This report aims to comprehensively understand materials codes, focusing on the 6061
aluminum alloy used in CNC machining for motor housing within the Cambodia Japan Digital
Manufacturing (CJDM) training program. The objectives include decoding standard metal
designations, exploring 6061 properties and microstructure, identifying suppliers, and
understanding the manufacturing process.
Through online research, the study reveals the standardized four-digit numbering system for
aluminum alloys, showcasing the microstructure of 6061 aluminum. Numerous suppliers for 6061
aluminum, including Chinese manufacturers, are identified, providing valuable procurement
insights.
The manufacturing process involves alloying aluminum with magnesium and silicon,
followed by processes such as direct casting, extrusion, or rolling to achieve the desired form.
Additionally, 6061 can undergo heat treatment to enhance its mechanical properties.
This report equips professionals with the knowledge needed to navigate material codes,
understand properties, identify suppliers, and articulate manufacturing processes for the 6061
aluminum alloy.
.

II. Introduction

Aluminum 6061 stands as a pivotal material in diverse engineering domains, including

aerospace, construction, and the electronics industry, owing to its versatile properties.
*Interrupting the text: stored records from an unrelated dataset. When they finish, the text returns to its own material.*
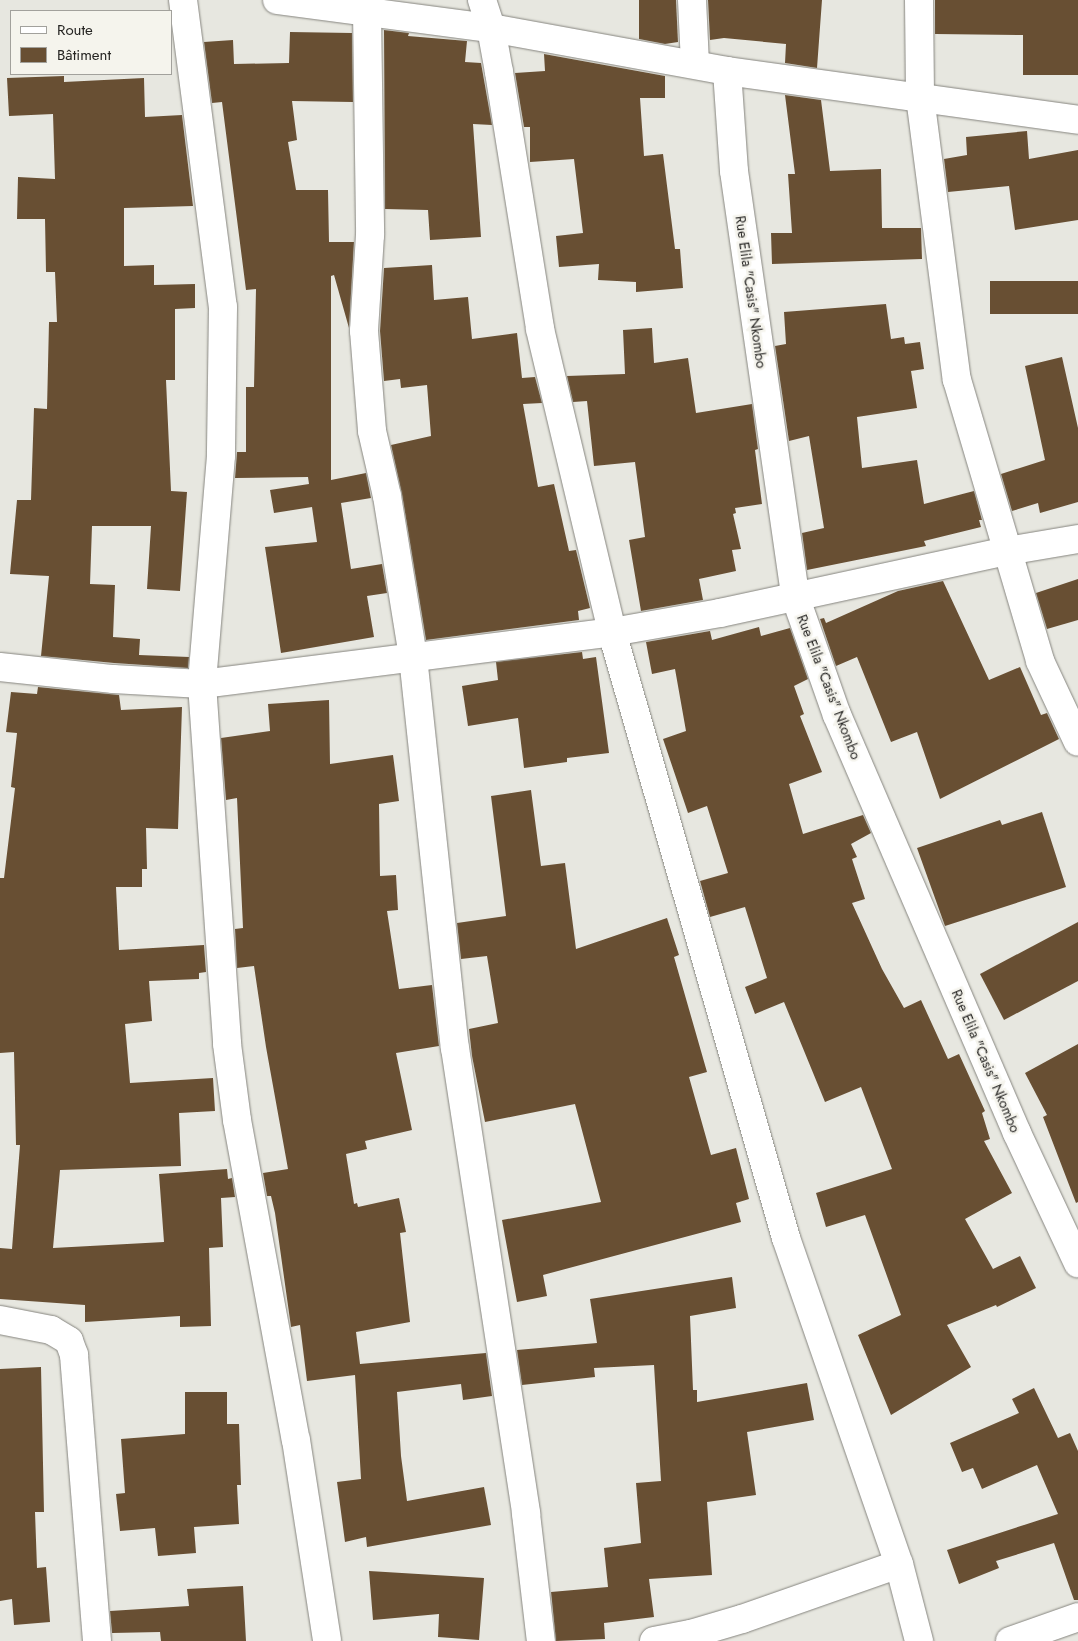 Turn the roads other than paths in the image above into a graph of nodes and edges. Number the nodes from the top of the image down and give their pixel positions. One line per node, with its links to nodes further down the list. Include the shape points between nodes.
1 (183, 0): 18 (street, via 222,307 221,456)
2 (277, 0): 6 (street)
3 (482, 0): 7 (street)
4 (692, 0): 8 (street)
5 (919, 0): 10 (street)
6 (367, 12): 7 (street); 16 (street, via 370,235 364,331 372,431 387,496)
7 (491, 28): 8 (street); 15 (street, via 540,329)
8 (695, 64): 9 (street)
9 (727, 71): 10 (street); 14 (street, Rue Elila "Casis" Nkombo, via 734,171)
10 (920, 97): 11 (street); 13 (street, via 957,380)
11 (1078, 120)
12 (1078, 539): 13 (street)
13 (1007, 551): 14 (street); 19 (street, via 1040,661)
14 (795, 596): 15 (street); 20 (street, Rue Elila "Casis" Nkombo, via 837,715 1017,1133)
15 (612, 632): 16 (street); 22 (street, via 786,1238)
16 (413, 657): 18 (street); 26 (street, via 455,1048 526,1514)
17 (0, 667): 18 (street)
18 (202, 684): 25 (street, via 227,1044 237,1120 296,1440)
19 (1078, 742)
20 (1078, 1263)
21 (0, 1320): 24 (street, via 50,1330 69,1341 74,1355)
22 (900, 1564): 27 (street, via 742,1619); 28 (street)
23 (1078, 1617): 29 (street)
24 (97, 1641)
25 (328, 1641)
26 (541, 1641)
27 (654, 1641)
28 (919, 1641)
29 (1010, 1641)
The demands
of industry underscore the necessity for high precision in product manufacturing within compressed
timeframes. In response to this imperative, Computer Numerical Control (CNC) machines have
emerged as the quintessential solution.
This study is propelled by the overarching objective of developing a profound understanding
of materials, specifically focusing on mastering their coding systems. The main goal is to explain
encountered codes, understand material properties and microstructure, and make informed decisions
in material selection. Additionally, the study aims to identify potential suppliers for future material
needs. Furthermore, it aspires to cultivate expertise in articulating the processing methods integral
to material production.
The significance of this report lies in its potential to enhance the capability to interpret and
communicate material information across diverse coding systems, thereby contributing to a more
sophisticated and efficient utilization of materials, with a specific focus on 6061 Aluminum.

III. Methodology

This report uses secondary data collection methods by sourcing information from reputable research
papers, industry standards, and online platforms. The primary instrument employed is secondary
data, enabling a comprehensive exploration of the subject matter by leveraging existing knowledge.
The focus is on organizing the collected data to derive meaningful insights and conclusions relevant
to the report's objectives, including decoding material codes, understanding the properties and
microstructure of 6061 Aluminum, identifying suppliers, and articulating its manufacturing
processes.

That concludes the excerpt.